Además de su color aún conservo una imagen. Parece una estampita, o mejor,
una foto de Fernando Birri o una foto que a mí me hubiera gustado pedirle a él
que sacara para mí.
Ivana
está apoyada en una de las paredes descascaradas del Patio del Hogar San Luis
Gonzaga. A veces la pared es gris con manchas de humedad y un reboque grueso
sin acabar. Otras veces, le asoman ladrillos rojizos. Ella siempre está apoyada
en esa pared, con una pierna levantada. Viste un equipo de gimnasia, azul,
marca adidas, zapatillas topper y una remera de algodón blanca que deja
entrever, muy a su pesar, los pechos nacientes. Tiene el pelo corto y castaño.
Es evidente que se lo ha cortado sola porque ningún mechón empareja con el
continuo. Como Juana de Arco, Clara de Asís, Sinnead O Connor. Todas se
cortaron el pelo solas y a solas, no existen muchas complicidades para la
libertad de mujer. Aunque Ivana en verdad, no quería ser mujer.
-¿Cómo
te llamás?
-
Ivan me llamo.- Me había dicho con la pera levantada y la mirada directa,
desafiando cualquier gesto mío de duda. La hermana Irene sin prestarle atención
continuó con mi presentación frente al grupo de niños. Después esa tarde,
cuando servíamos la merienda alguien me susurro “La violó el padrastro. Viven
ocho en una sola piecita de chapa”
Era
1996, yo tenía quince años y militaba en la Acción Católica. En el Barrio
Pueyrredón los jesuitas tenían entre otras obras la del Comedor del Hogar San
Luis Gonzaga, donde las hermanas y los voluntarios que nos sumábamos dábamos
apoyo escolar y merienda a los niños del Bajo de la Barranca Yaco. Las hermanas
que eran cuatro y que años después se cagaron de hambre y frío, no usaban
velos. Tenían el pelo cortísimo como la Ivana, como Clara, como yo, y se
vestían con un delantal de jean.

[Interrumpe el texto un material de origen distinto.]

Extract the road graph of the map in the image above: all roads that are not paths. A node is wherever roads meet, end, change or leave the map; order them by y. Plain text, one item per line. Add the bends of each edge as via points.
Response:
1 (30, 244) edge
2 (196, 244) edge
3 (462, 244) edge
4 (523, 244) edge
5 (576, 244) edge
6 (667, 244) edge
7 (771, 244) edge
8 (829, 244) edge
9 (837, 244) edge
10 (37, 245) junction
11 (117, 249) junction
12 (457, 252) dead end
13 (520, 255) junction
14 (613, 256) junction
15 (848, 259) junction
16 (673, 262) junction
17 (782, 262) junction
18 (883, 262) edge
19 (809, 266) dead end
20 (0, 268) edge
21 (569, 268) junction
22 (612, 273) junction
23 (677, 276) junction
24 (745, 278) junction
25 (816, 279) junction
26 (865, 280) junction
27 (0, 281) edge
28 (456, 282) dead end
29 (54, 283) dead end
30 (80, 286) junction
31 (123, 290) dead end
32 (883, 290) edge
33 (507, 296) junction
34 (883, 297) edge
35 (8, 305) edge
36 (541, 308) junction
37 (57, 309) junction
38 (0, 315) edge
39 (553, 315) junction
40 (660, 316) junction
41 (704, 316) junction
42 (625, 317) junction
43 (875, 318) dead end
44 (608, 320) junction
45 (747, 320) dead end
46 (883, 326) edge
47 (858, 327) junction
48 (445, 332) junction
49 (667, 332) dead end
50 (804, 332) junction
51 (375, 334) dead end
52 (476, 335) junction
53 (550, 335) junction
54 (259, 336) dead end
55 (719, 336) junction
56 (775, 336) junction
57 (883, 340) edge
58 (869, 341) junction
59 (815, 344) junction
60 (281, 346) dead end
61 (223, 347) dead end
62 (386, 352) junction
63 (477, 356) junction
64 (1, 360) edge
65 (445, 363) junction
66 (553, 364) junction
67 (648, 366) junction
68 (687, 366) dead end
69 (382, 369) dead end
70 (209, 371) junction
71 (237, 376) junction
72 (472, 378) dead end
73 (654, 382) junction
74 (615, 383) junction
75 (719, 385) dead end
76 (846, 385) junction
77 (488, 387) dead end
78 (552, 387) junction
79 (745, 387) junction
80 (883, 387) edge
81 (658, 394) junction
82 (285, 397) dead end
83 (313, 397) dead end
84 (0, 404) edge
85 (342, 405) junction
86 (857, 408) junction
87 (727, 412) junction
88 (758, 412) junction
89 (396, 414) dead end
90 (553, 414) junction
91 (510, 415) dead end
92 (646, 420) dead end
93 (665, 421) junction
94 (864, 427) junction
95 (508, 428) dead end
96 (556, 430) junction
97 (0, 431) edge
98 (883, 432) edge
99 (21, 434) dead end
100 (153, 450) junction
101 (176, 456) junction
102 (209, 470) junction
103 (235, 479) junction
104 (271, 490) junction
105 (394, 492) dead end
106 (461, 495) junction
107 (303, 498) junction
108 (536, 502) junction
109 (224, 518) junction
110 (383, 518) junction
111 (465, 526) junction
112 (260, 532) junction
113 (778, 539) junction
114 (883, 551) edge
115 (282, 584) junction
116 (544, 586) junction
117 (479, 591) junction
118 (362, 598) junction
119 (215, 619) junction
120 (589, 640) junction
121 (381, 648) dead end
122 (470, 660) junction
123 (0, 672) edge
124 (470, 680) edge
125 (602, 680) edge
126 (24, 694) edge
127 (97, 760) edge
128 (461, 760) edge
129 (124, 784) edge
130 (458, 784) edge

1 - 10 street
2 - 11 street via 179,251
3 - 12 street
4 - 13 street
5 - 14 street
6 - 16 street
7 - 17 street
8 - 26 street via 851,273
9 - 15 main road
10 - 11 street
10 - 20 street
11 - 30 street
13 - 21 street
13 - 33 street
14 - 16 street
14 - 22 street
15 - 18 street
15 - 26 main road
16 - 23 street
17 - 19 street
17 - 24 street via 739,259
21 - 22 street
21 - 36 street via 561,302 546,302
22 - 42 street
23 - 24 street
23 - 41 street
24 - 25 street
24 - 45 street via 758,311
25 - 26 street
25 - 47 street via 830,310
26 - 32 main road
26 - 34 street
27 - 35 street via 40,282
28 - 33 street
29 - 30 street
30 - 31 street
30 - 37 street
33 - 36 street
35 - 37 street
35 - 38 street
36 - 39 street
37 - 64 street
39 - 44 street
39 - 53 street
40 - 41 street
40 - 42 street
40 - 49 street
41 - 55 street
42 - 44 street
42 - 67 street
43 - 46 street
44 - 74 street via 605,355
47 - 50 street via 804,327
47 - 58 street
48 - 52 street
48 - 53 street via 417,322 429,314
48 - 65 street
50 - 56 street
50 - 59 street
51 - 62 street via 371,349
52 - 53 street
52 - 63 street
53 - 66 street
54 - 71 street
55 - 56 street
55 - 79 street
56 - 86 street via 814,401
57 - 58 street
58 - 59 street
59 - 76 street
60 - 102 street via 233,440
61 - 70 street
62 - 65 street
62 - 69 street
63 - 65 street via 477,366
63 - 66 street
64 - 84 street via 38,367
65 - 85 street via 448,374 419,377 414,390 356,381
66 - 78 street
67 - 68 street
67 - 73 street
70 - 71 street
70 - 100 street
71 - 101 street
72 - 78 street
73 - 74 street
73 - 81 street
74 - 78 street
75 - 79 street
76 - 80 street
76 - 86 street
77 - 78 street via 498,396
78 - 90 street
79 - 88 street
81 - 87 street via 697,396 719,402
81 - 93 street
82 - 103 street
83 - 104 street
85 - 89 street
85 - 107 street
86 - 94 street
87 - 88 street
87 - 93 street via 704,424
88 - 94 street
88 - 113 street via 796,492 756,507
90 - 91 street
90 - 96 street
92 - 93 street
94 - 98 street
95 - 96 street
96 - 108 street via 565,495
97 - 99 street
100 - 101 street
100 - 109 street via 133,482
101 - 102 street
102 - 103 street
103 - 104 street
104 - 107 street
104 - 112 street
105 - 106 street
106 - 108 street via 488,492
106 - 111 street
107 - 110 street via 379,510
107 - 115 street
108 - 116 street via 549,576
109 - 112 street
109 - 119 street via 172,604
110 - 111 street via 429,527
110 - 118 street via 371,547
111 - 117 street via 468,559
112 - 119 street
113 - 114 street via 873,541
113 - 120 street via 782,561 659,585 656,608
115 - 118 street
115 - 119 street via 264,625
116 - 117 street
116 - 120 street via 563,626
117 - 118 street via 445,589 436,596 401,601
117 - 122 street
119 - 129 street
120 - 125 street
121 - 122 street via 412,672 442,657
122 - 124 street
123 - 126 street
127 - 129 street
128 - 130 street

Las monjas de mi escuela que sí usaban velos
(y que jamás se cagaron de hambre) imaginaban que yo sería una de ellas. Pero
yo no, yo me hice malísima y atea. Nunca me pude perdonar haberles hecho rezar
el Ave María antes de comer, como un método extorsivo. El sistema era: primero
la tarea, después el ave maría y al final, siempre al final, la comida. La hermana Gloria tenia razón
cuando decía que si les dabamos primero la comida se iban sin hacer la tarea. Igual
no era justificación suficiente para intercambiar comida por fe. Escupo sobre
el piso.
La
Virgen Madre. Esa paradoja imposible de realizar que nos enseñaron a Ivana y a
mí durante dos mil años. Nosotras que ni siquiera estábamos en gracia. Su plan
era más eficiente que el mío, había resuelto con once años hacerse varón, yo
con quince suspendía la brutal realidad viajando en el mismo éxtasis que Santa
Teresita.
A
veces, frente a la estatua de la medalla milagrosa con el piso y las columnas
de mármol y la luz del ventanal a la
derecha, donde al fondo un pino se mecía para hacer danzar al sol, yo me
olvidaba que era yo. Una vez la Azucena que me amó como una abuela me dijo que
nunca había podido ser católica porque el olor a velas le daba naúseas.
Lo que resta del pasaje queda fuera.